[Stored records]
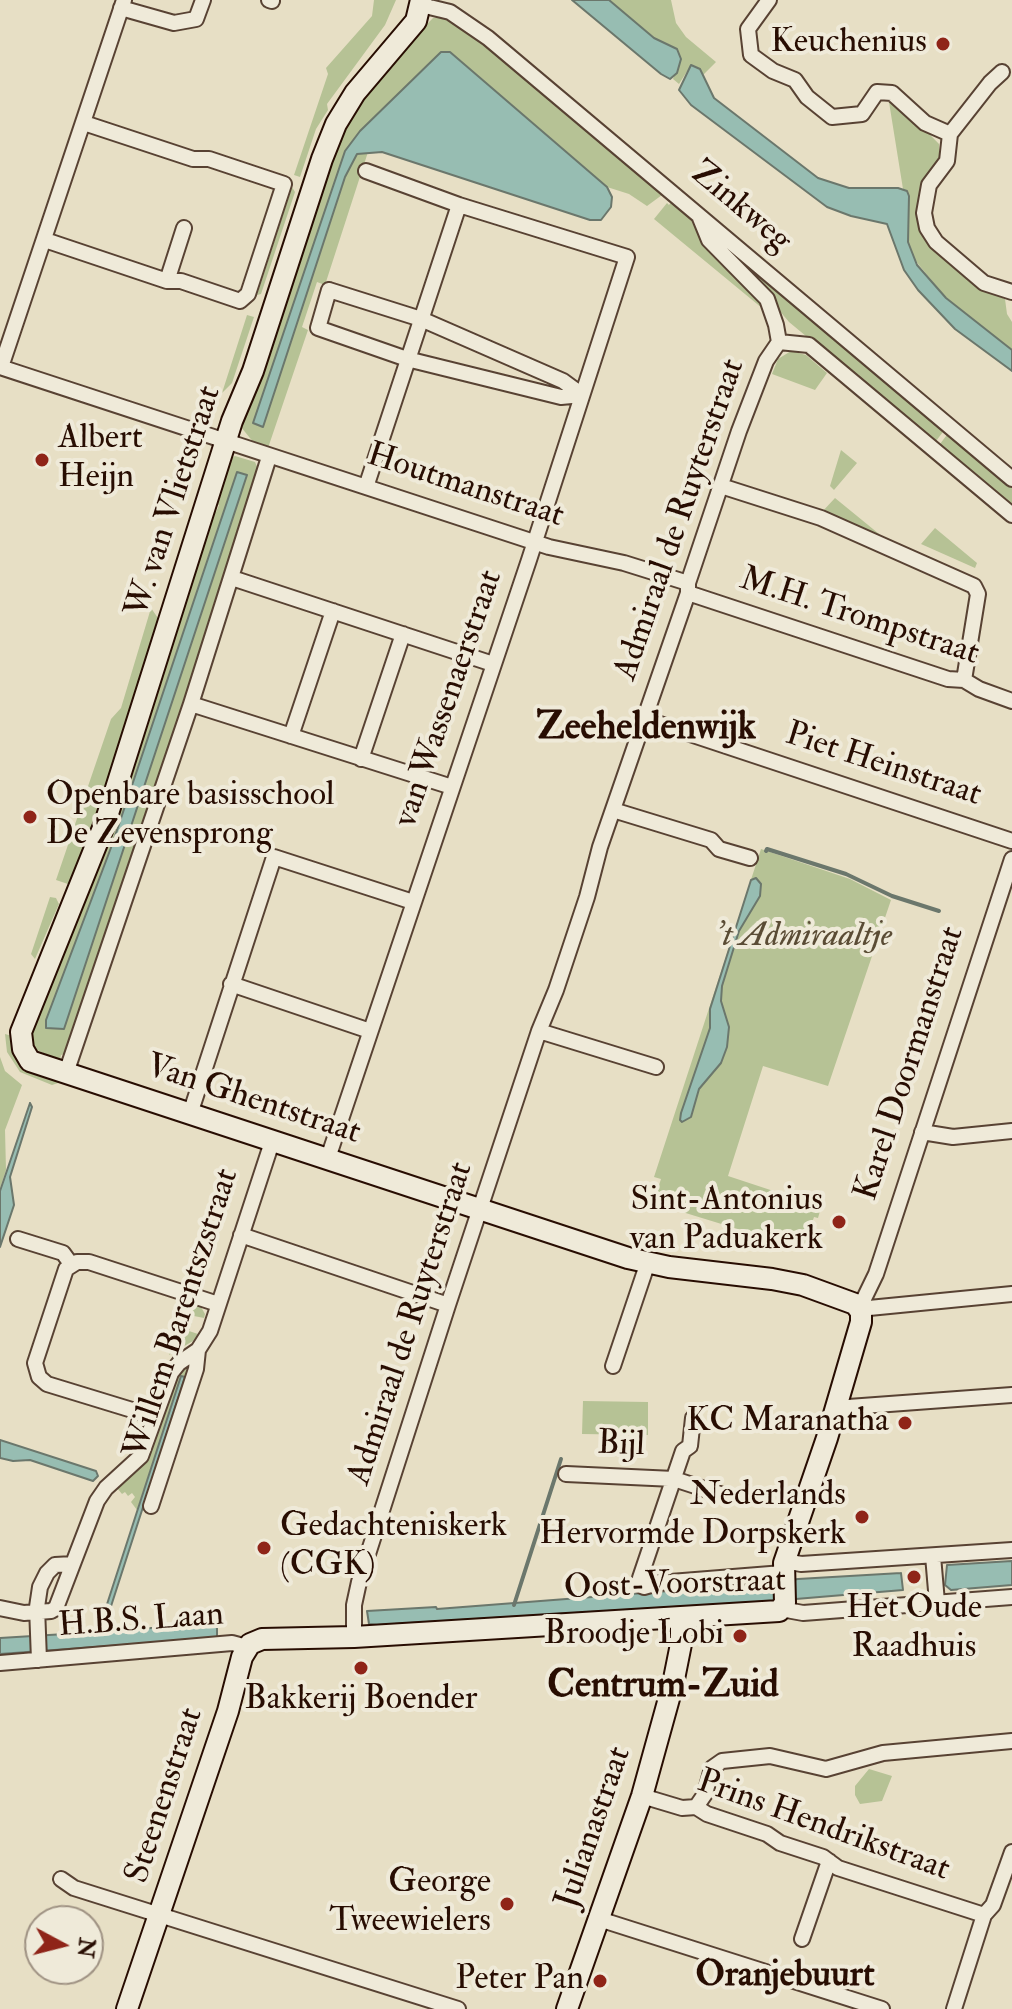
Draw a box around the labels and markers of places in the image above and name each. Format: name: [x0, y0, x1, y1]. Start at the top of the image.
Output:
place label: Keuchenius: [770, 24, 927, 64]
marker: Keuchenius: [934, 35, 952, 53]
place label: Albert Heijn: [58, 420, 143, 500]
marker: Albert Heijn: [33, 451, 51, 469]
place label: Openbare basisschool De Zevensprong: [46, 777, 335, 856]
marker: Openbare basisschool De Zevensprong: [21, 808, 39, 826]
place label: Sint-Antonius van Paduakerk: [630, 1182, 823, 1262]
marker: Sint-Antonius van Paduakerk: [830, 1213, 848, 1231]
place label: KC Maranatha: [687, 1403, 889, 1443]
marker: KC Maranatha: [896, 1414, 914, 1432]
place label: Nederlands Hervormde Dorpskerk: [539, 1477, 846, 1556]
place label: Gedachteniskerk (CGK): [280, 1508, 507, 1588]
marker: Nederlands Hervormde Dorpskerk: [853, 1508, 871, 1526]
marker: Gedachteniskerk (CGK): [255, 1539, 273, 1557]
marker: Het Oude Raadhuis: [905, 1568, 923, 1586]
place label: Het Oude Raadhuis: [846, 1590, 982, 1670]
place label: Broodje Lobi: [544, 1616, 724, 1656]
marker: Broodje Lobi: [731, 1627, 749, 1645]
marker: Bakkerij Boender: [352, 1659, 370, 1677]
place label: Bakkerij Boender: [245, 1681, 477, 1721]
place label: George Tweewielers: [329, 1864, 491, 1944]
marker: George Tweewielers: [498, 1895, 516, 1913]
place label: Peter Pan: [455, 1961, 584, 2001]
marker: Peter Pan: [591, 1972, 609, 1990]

REQUIREMENT
Within the records above, how many lines include the word "Gedachteniskerk"? State the number by itself.

ANSWER TO THE PROBLEM
2